Il 31 dicembre è giunto poi il decreto di sospensione del consiglio comunale a firma del prefetto di Lecce Natalino Manno, che ha nominato quale commissario prefettizio il viceprefetto aggiunto Mauro Papa.

«CASTRO MERITA UN’AMMINISTRAZIONE DIVERSA»

Angelo Rizzo, Giovanni Lazzari e Giuseppe Schifano, consiglieri comunali dimissionari già appartenenti alla maggioranza del Comune di Castro, definiscono la loro scelta «responsabile e irreversibile», sostenendo che la città «merita un’amministrazione diversa» e rispondendo con fermezza a chi ha parlato di tradimento o azione di soppiatto.

I tre consiglieri affermano di aver chiesto «più volte all’ex sindaco Fersini un cambio di passo e trasparenza nelle scelte, rispetto dei ruoli, ed una linea amministrativa effettivamente condivisa e coerente con il programma elettorale».

Aggiungendo che «in un Comune, la collegialità non è qualcosa di superfluo e che la democrazia locale non si fonda su investiture personali. Il sindaco guida l’Ente, ma non può sostituirsi al Consiglio comunale, né ridurne la funzione di massima rappresentanza dei cittadini. Quando il confronto viene sistematicamente compresso e il dissenso è trattato come ostilità, il patto istituzionale si incrina prima ancora di quello politico».

Per loro Fersini avrebbe contribuito ad «alimentare ostilità e reazioni sproporzionate verso chi esprime posizioni diverse anche in sede di consiglio comunale. È un terreno che rifiutiamo: ogni forma di aggressività, intimidazione o richiamo, implicito o esplicito, allo scontro è incompatibile con il rispetto delle istituzioni e delle persone. Castro ha bisogno di serenità, non di tifoserie contrapposte».

A ciò aggiungono l’accusa di una narrazione politica che avrebbe usato «allarmismo per instillare preoccupazione nei cittadini ed orientarne le percezioni».

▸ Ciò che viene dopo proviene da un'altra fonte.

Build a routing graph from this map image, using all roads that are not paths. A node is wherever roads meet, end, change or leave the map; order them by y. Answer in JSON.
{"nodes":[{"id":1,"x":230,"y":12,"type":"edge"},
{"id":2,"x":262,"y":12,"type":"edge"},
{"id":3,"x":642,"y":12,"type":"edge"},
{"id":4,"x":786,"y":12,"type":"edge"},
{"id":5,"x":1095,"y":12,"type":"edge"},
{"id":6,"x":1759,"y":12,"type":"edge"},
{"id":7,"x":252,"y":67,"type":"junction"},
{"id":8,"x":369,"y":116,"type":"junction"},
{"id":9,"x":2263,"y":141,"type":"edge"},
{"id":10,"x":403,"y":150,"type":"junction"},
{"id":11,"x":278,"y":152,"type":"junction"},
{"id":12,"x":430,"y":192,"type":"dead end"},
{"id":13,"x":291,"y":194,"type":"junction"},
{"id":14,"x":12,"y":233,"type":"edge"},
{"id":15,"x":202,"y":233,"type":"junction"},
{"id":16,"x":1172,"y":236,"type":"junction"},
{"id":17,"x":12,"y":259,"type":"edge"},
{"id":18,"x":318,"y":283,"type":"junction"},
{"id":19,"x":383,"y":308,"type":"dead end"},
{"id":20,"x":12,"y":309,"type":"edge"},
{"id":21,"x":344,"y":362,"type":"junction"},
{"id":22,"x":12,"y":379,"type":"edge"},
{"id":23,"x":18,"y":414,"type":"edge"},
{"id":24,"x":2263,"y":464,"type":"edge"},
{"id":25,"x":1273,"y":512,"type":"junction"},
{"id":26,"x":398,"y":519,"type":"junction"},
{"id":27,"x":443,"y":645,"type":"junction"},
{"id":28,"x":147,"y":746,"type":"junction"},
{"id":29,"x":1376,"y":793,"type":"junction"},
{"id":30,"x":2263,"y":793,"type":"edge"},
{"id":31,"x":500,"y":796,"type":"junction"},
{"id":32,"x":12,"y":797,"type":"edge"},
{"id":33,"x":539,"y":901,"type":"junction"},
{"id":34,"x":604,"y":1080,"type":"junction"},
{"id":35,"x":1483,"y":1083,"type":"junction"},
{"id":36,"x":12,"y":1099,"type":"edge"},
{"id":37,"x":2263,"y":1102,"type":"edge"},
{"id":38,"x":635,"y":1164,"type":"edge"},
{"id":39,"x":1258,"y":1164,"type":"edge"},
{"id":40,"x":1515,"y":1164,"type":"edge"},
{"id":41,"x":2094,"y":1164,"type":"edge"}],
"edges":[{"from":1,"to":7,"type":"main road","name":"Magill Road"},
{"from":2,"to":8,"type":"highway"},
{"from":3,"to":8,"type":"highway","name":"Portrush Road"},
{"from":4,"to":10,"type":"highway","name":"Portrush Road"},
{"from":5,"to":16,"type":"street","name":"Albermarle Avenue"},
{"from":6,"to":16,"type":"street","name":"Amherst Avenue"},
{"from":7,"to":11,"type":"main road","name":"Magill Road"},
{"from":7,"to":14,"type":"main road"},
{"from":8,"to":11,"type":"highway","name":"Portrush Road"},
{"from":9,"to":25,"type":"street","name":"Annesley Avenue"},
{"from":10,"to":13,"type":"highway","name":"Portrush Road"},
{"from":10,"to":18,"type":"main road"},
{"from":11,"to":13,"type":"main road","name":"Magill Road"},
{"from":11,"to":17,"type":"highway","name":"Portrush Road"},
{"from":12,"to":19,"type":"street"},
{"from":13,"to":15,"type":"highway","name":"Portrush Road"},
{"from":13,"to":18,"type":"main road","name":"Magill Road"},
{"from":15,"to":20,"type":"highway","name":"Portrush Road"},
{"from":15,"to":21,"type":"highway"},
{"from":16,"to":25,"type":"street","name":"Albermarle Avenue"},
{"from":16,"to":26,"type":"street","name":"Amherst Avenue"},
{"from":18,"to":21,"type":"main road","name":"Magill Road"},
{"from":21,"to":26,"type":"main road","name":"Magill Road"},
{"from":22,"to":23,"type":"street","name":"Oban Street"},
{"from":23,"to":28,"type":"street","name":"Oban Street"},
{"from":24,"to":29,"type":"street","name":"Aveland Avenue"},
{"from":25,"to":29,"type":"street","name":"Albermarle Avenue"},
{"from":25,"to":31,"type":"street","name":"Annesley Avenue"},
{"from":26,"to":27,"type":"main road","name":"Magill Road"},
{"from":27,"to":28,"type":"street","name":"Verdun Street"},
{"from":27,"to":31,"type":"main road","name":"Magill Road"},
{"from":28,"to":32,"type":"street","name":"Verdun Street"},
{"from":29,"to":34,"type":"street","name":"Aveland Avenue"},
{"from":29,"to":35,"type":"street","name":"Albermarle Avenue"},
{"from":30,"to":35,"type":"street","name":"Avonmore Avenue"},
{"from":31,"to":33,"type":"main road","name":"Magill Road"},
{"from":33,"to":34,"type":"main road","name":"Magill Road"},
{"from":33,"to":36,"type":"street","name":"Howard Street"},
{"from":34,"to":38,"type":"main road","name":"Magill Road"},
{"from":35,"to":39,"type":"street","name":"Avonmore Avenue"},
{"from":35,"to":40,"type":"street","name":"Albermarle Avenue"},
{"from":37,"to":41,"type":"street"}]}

Divergenza di vedute anche sui meriti amministrativi che, secondo i dimissionari, «l’ex Sindaco tende a presentare come esclusivi, in capo ad opere, progettualità e finanziamenti che, per loro natura, non possono essere ricondotti a una sola persona, ma maturano attraverso procedimenti, atti e responsabilità condivise. Alla luce di tutto ciò, è evidente che le dimissioni non sono state un gesto d’impulso», spiegano, «riteniamo che a Castro serva un cambiamento reale, a partire dallo stile e dall’approccio, che rimetta al centro l’ascolto dei cittadini e l’interesse generale».

«UNO SFREGIO AL SOTTOSCRITTO E ALLA CITTÀ»

Luigi Fersini, dal canto suo, ammette che lungo il percorso ci sia stata «qualche disparità di vedute» ma, aggiunge, «non tale da immaginare un epilogo del genere, che ha colto l’intera città di sorpresa, per giunta a ridosso di Capodanno. Agire che la dice lunga sull’intenzione di praticare uno sfregio al sottoscritto. Castro è un paese turistico. Questo è un periodo di grande importanza per la preparazione della stagione ricettiva, che quest’anno inizia già col weekend di Pasqua a inizio aprile. Gli operatori commerciali sono infatti sconcertati. Molti cittadini che non mi avevano votato mi hanno espresso la loro indignazione per questa decisione irresponsabile, che arriva ad appena un anno dalla scadenza naturale del mandato».

A questo punto la domanda è d’obbligo: ritiene che qualcuno voglia ritagliarsi un ruolo di maggiore importanza andando alle urne? «Le malelingue parlano di questo, o dell’intenzione di intralciare le opere avviate dall’amministrazione. Io certamente non posso rispondere degli intenti altrui. Ma posso dire che tutto questo non fa affatto l’interesse della collettività».

Il riferimento è anche ai progetti in corso d’opera, che Fersini non tarda ad elencare: «Il rifacimento e consolidamento del waterfont e del belvedere, il rinnovamento di Piazza Dante e di Piazza Cecilia, la messa in sicurezza del costone roccioso a salvaguardia del porto, per citarne alcune».

Opere di cui ora dovrà farsi carico il commissario prefettizio che però, per l’ex sindaco, «avrà a stento il tempo di ambientarsi: in primavera già si vota…».

È da lì che l’ex sindaco conta di ripartire, per proseguire il lavoro lasciato in sospeso.

Da subito ha descritto quanto accaduto come un incidente di percorso.

«E’ solo un arrivederci», ha dichiarato.

I mesi che verranno torneranno utili a ricostruire la squadra.